Pertama, at-Tirmidzi, ibnu majah dan ad-Daruquthny meriwayatkan dari jalur Asy’ats as-saman dari Ashim bin Abdillah bin amir bin rabiah dari ayahnya dia berkata, “ pada suatu malam kami bersama Nabi saw dalam perjalanan yang gelap dan kami tidak tahu arah kiblat. Maka masing-nasing dari kami shalat dengan menghadap ke arah depannya. Ketika pagi tiba kami menceritakan hal itu kepada Rasulullah, maka turunlah ayat ini. At-Tirmidzi berkata, “ riwayat ini gharib. Dan Asy’ats dilemahkan dalam hadits.
Kedua, ad-Daruqutny dan ibnu mardawaih meriwayatkan dari jalur al-arzami dari atha’ dari jabir, dia berkata, “ suatu ketika rasulullah mengutus satu pasukan dan saya termasuk didalamnya. Lalu kami terjebak dalam kegelapan sehingga kami tidak tahu arah kiblat, yaitu kearah utara dari sini. Lalu mereka pun melakukan shalat dan membuat garis ke arah yang mereka yakini sebagai kiblat. Namun sebagian yang lain berkata, ‘arah kiblat disini adalah ke selatan’, maka mereka pun membuat garis kea rah yang mereka yakini sebagai kiblat. Ketika pagi tiba dan matahari menyinari bumi, tampak bahwa garis-garis yang kami buat tidak mengarah kea rah kiblat. Maka ketika kami kembali dari perjalanan, kami pun bertanya kepada Nabi saw. Maka turunlah ayat ini.

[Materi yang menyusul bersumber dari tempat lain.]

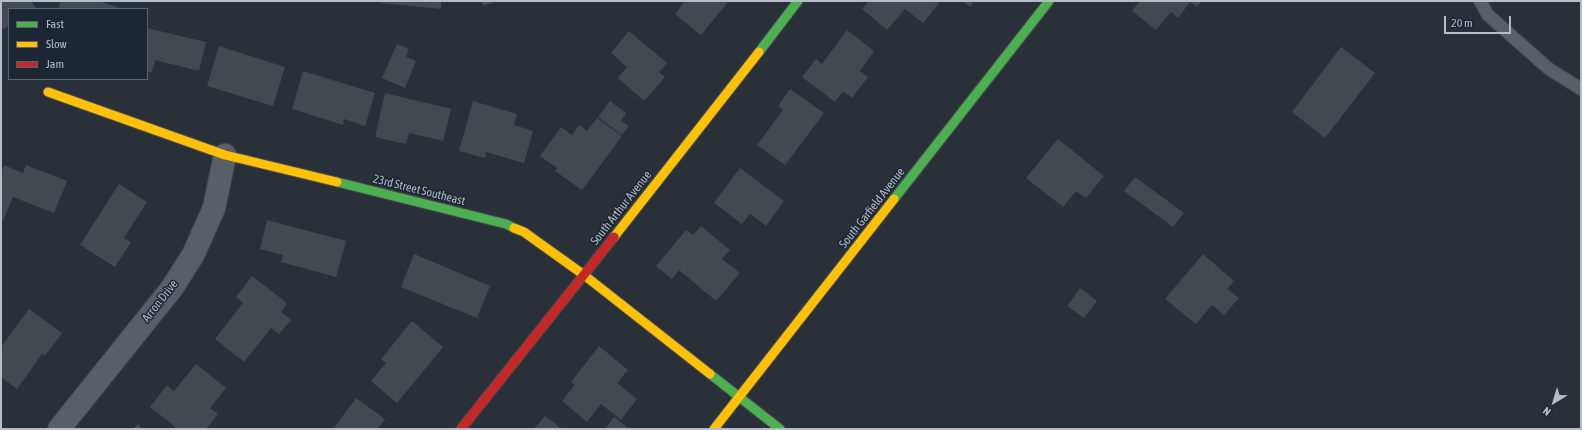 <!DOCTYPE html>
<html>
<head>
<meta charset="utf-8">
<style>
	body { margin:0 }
	#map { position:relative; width:1582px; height:430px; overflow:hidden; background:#2a3038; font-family:"Asap Condensed",sans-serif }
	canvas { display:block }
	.frame { position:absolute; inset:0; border:2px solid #b4bcc9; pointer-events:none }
	.legend { position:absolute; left:8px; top:8px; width:140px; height:72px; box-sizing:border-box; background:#1d2633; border:1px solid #59626f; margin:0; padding:5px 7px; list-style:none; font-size:12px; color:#b4bcc9 }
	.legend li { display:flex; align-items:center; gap:8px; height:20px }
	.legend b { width:20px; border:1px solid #59626f }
	.north { position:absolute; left:1534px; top:382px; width:40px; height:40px; -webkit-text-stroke:3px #1d2633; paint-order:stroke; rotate:218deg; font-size:11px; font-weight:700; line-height:16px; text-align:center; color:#b4bcc9 }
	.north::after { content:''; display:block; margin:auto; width:14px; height:18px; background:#b4bcc9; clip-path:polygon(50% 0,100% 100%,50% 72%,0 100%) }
	.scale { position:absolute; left:1444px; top:16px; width:67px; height:18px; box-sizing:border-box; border:2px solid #b4bcc9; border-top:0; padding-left:5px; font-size:12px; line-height:14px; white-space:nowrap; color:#b4bcc9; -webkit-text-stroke:3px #1d2633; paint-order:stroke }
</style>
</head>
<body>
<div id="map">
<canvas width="1582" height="430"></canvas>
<div class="frame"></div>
<ul class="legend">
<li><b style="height:5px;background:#4caf50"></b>Fast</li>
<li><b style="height:5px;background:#ffc107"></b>Slow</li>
<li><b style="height:5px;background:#c62828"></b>Jam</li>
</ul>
<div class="north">N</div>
<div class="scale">20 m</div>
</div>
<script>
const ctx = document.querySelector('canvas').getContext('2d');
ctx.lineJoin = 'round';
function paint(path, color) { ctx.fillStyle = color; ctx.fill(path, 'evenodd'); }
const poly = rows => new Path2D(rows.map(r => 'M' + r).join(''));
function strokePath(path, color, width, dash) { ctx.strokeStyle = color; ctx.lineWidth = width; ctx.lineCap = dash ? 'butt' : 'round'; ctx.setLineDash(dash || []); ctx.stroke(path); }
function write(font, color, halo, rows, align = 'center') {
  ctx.font = font + ' "Asap Condensed",sans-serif'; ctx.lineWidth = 3; ctx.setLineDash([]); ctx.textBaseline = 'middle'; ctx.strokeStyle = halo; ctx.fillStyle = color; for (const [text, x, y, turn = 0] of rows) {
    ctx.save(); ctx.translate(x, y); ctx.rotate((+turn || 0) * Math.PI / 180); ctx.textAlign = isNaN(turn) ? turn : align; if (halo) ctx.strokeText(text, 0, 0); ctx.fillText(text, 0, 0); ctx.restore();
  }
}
const building = poly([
	[1,1,32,1,36,9,9,9,9,26,1,30],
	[61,1,100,1,122,9,58,9],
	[381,1,441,1,441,9,381,3],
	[481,1,497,1,483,6],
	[685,1,727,1,728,2,701,35,675,14],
	[869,1,936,1,939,3,923,23,905,9,887,30,862,9],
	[963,1,974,1,970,7],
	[1140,1,1202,1,1197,7,1190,2,1178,18,1171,12,1156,30,1132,11],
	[147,28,206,42,199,71,155,60,152,72,147,71],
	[847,30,874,51,860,71,868,77,852,98,843,91,835,102,802,77,816,59,822,64],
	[629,31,667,63,659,72,665,77,644,101,618,78,627,67,611,53],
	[397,44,409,49,406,57,416,61,405,88,382,78],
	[219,46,285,67,273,106,207,86],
	[1341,47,1375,73,1325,138,1292,112],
	[303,71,375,93,365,126,344,119,343,125,292,109],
	[790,89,824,113,785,165,757,145,783,110,778,106],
	[385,93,451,109,443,141,409,133,406,144,375,137],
	[473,101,517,114,514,125,533,131,524,163,486,152,485,158,459,151],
	[610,101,626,113,621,121,629,126,622,135,598,117],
	[597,118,622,136,582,190,555,171,557,168,540,156,561,127,572,135,579,125,587,131],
	[1058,139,1104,176,1086,198,1076,191,1063,207,1026,178],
	[4,165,23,173,26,165,67,181,54,213,13,197,3,221,1,220,1,174],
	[740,168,784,201,766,226,750,214,742,224,714,203],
	[1135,177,1184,213,1173,227,1124,191],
	[119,184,147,202,124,238,131,242,115,267,80,245],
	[267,220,346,241,336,277,281,262,283,255,260,249],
	[701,226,730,250,722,259,740,273,716,301,679,270,672,279,656,266,686,230,693,235],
	[414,254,490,286,477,318,401,287],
	[1203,254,1234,281,1227,289,1239,298,1224,315,1212,305,1196,324,1165,299],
	[252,276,287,303,281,312,291,320,279,334,271,328,244,362,215,339,243,303,236,297],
	[1080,288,1097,301,1084,318,1067,306],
	[29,309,62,333,45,356,42,354,17,389,1,377,1,347],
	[412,321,443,347,397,403,371,381,386,363,381,359],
	[599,346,628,370,617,383,637,399,621,420,601,404,587,422,562,401,575,385,571,382],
	[196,364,226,388,210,408,218,414,206,429,178,429,150,407,167,385,174,391],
	[356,398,385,419,377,429,333,429],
	[545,416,562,429,534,429],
	[614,417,629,429,605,429],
	[138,424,142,429,133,429]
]);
const lane = poly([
	[1480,1,1488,15,1549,69,1581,89]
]);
const street = poly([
	[59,429,172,288,193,255,214,208,225,155]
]);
const fast = poly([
	[759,52,798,1],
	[337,182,506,224,514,228],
	[894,199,1049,1],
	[710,374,780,429]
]);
const slow = poly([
	[48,92,225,155,337,182],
	[514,228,524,232,584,275,710,374],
	[614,237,759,52],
	[714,429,894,199]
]);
const jam = poly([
	[461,429,614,237]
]);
const streetNames = [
	["23rd Street Southeast",419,190,14],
	["South Arthur Avenue",621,208,-52],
	["South Garfield Avenue",872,208,-52],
	["Arron Drive",160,301,-52]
];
paint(building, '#444950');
strokePath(lane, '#484c53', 14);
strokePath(street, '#484c53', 24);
strokePath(fast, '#484c53', 11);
strokePath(slow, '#484c53', 11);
strokePath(jam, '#484c53', 11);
strokePath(lane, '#5a5e66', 12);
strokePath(street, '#5a5e66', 22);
strokePath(fast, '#4caf50', 9);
strokePath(slow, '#ffc107', 9);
strokePath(jam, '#c62828', 9);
write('12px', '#b4bcc9', '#1d2633', streetNames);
</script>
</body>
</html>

Ketiga, ibnu mardawaih meriwayatkan dari al-Kalbi dari abu shaleh dari ibnu abbas bahwa pada suatu ketika rasulullah mengutus pasukan. Ketika dalam perjalanan, kabut membuat sekeliling mereka menjadi gelap sehingga mereka tidak mengetahui arah kiblat. Lalu mereka shalat. Setelah matahari terbit, mereka baru tahu bahwa shalat mereka tidak menghadap kiblat. Setelah kembali, mereka menghadap Rasulullah dan memberitahukan hal itu. Maka turunlah ayat ini. Keempat, ibnu jarir meriwayatkan dari qatadah bahwa Nabi saw bersabda, “sesungguhnya seorang saudara kalian (raja najasy) telah meninggal dunia, maka shalatilah dia.” Mereka berkata, ‘apakah kami menshalati orang yang bukan muslim? Maka turunlah firman-Nya, “dan diantara ahlu kitab ada yang beriman kepada allah...(ali imran:199. Lalu mereka berkat lagi, ‘sesungguhnay ketika masih hidup dia tidak shalat menghadap arah kiblat.’ Maka turunlah ayat ini. Riwayat ini sangat gharib dan mursal atau mu’dhal. Kelima, ibnu jarir meriwayatkan dari Mujahid, dia berkata, ketika turun firman Allah, “....berdoalah kepadaku niscaya aku aka perkenankan bagimu...( almu’min: 60). Mereka berkata, ke arah mana? Maka turunlah ayat ini.